- **Given records**
**********
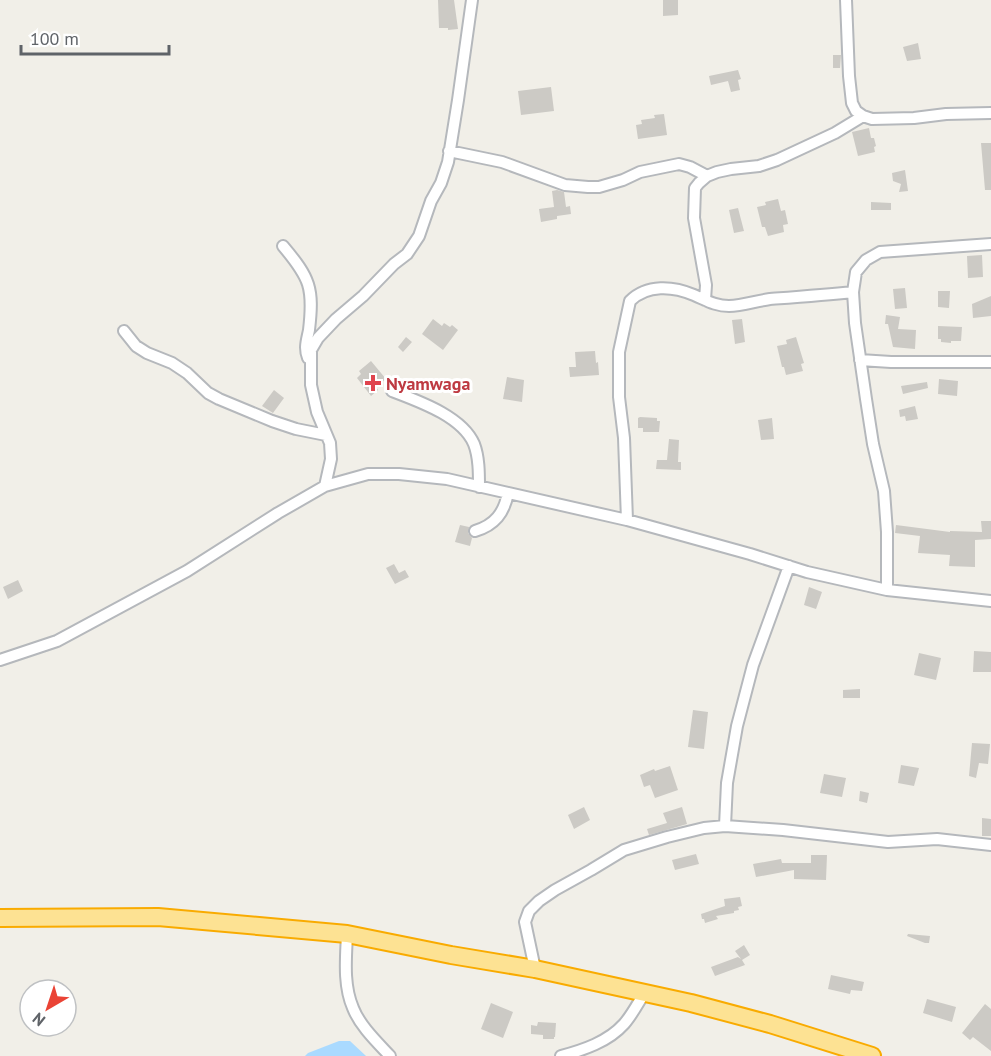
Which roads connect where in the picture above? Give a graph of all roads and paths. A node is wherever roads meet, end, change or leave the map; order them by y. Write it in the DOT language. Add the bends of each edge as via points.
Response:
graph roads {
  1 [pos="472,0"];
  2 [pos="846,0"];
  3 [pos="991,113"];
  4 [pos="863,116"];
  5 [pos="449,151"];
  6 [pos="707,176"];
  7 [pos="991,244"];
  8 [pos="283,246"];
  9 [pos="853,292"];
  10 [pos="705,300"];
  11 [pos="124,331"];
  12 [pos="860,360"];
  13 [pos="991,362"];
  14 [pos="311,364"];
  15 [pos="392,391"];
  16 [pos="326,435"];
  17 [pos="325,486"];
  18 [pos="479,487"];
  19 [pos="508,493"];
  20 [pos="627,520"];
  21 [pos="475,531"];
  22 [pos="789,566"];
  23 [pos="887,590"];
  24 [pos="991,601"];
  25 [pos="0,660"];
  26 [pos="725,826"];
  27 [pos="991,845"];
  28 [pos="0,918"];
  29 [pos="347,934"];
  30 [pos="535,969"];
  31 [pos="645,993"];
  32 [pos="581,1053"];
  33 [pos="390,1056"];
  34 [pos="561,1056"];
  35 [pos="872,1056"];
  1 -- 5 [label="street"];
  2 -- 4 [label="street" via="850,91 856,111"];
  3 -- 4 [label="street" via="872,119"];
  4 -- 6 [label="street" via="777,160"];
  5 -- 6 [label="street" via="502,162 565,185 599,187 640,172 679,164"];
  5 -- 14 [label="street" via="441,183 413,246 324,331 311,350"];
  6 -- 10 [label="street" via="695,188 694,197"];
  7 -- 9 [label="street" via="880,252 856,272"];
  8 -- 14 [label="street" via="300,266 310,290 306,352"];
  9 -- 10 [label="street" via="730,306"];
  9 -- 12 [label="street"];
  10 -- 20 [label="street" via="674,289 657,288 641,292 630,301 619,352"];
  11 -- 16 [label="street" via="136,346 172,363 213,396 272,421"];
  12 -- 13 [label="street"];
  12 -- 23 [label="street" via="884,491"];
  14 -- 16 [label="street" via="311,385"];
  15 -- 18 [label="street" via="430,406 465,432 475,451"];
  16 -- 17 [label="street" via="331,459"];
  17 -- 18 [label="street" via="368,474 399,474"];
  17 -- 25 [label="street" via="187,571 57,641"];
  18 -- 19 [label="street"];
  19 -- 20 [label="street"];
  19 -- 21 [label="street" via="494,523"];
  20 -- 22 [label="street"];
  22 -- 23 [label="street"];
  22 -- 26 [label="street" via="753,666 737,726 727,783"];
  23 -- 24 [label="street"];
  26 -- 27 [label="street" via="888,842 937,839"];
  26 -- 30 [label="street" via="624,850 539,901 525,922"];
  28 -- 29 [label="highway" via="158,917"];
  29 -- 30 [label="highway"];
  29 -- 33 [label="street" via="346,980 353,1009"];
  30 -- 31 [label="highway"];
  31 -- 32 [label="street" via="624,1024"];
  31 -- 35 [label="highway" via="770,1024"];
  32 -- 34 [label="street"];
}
**********
- **Your task**
What this calls for is a word-for-word copy of the listing above, pictures excluded.

- **Result below**
Which roads connect where in the picture above? Give a graph of all roads and paths. A node is wherever roads meet, end, change or leave the map; order them by y. Write it in the DOT language. Add the bends of each edge as via points.
Response:
graph roads {
  1 [pos="472,0"];
  2 [pos="846,0"];
  3 [pos="991,113"];
  4 [pos="863,116"];
  5 [pos="449,151"];
  6 [pos="707,176"];
  7 [pos="991,244"];
  8 [pos="283,246"];
  9 [pos="853,292"];
  10 [pos="705,300"];
  11 [pos="124,331"];
  12 [pos="860,360"];
  13 [pos="991,362"];
  14 [pos="311,364"];
  15 [pos="392,391"];
  16 [pos="326,435"];
  17 [pos="325,486"];
  18 [pos="479,487"];
  19 [pos="508,493"];
  20 [pos="627,520"];
  21 [pos="475,531"];
  22 [pos="789,566"];
  23 [pos="887,590"];
  24 [pos="991,601"];
  25 [pos="0,660"];
  26 [pos="725,826"];
  27 [pos="991,845"];
  28 [pos="0,918"];
  29 [pos="347,934"];
  30 [pos="535,969"];
  31 [pos="645,993"];
  32 [pos="581,1053"];
  33 [pos="390,1056"];
  34 [pos="561,1056"];
  35 [pos="872,1056"];
  1 -- 5 [label="street"];
  2 -- 4 [label="street" via="850,91 856,111"];
  3 -- 4 [label="street" via="872,119"];
  4 -- 6 [label="street" via="777,160"];
  5 -- 6 [label="street" via="502,162 565,185 599,187 640,172 679,164"];
  5 -- 14 [label="street" via="441,183 413,246 324,331 311,350"];
  6 -- 10 [label="street" via="695,188 694,197"];
  7 -- 9 [label="street" via="880,252 856,272"];
  8 -- 14 [label="street" via="300,266 310,290 306,352"];
  9 -- 10 [label="street" via="730,306"];
  9 -- 12 [label="street"];
  10 -- 20 [label="street" via="674,289 657,288 641,292 630,301 619,352"];
  11 -- 16 [label="street" via="136,346 172,363 213,396 272,421"];
  12 -- 13 [label="street"];
  12 -- 23 [label="street" via="884,491"];
  14 -- 16 [label="street" via="311,385"];
  15 -- 18 [label="street" via="430,406 465,432 475,451"];
  16 -- 17 [label="street" via="331,459"];
  17 -- 18 [label="street" via="368,474 399,474"];
  17 -- 25 [label="street" via="187,571 57,641"];
  18 -- 19 [label="street"];
  19 -- 20 [label="street"];
  19 -- 21 [label="street" via="494,523"];
  20 -- 22 [label="street"];
  22 -- 23 [label="street"];
  22 -- 26 [label="street" via="753,666 737,726 727,783"];
  23 -- 24 [label="street"];
  26 -- 27 [label="street" via="888,842 937,839"];
  26 -- 30 [label="street" via="624,850 539,901 525,922"];
  28 -- 29 [label="highway" via="158,917"];
  29 -- 30 [label="highway"];
  29 -- 33 [label="street" via="346,980 353,1009"];
  30 -- 31 [label="highway"];
  31 -- 32 [label="street" via="624,1024"];
  31 -- 35 [label="highway" via="770,1024"];
  32 -- 34 [label="street"];
}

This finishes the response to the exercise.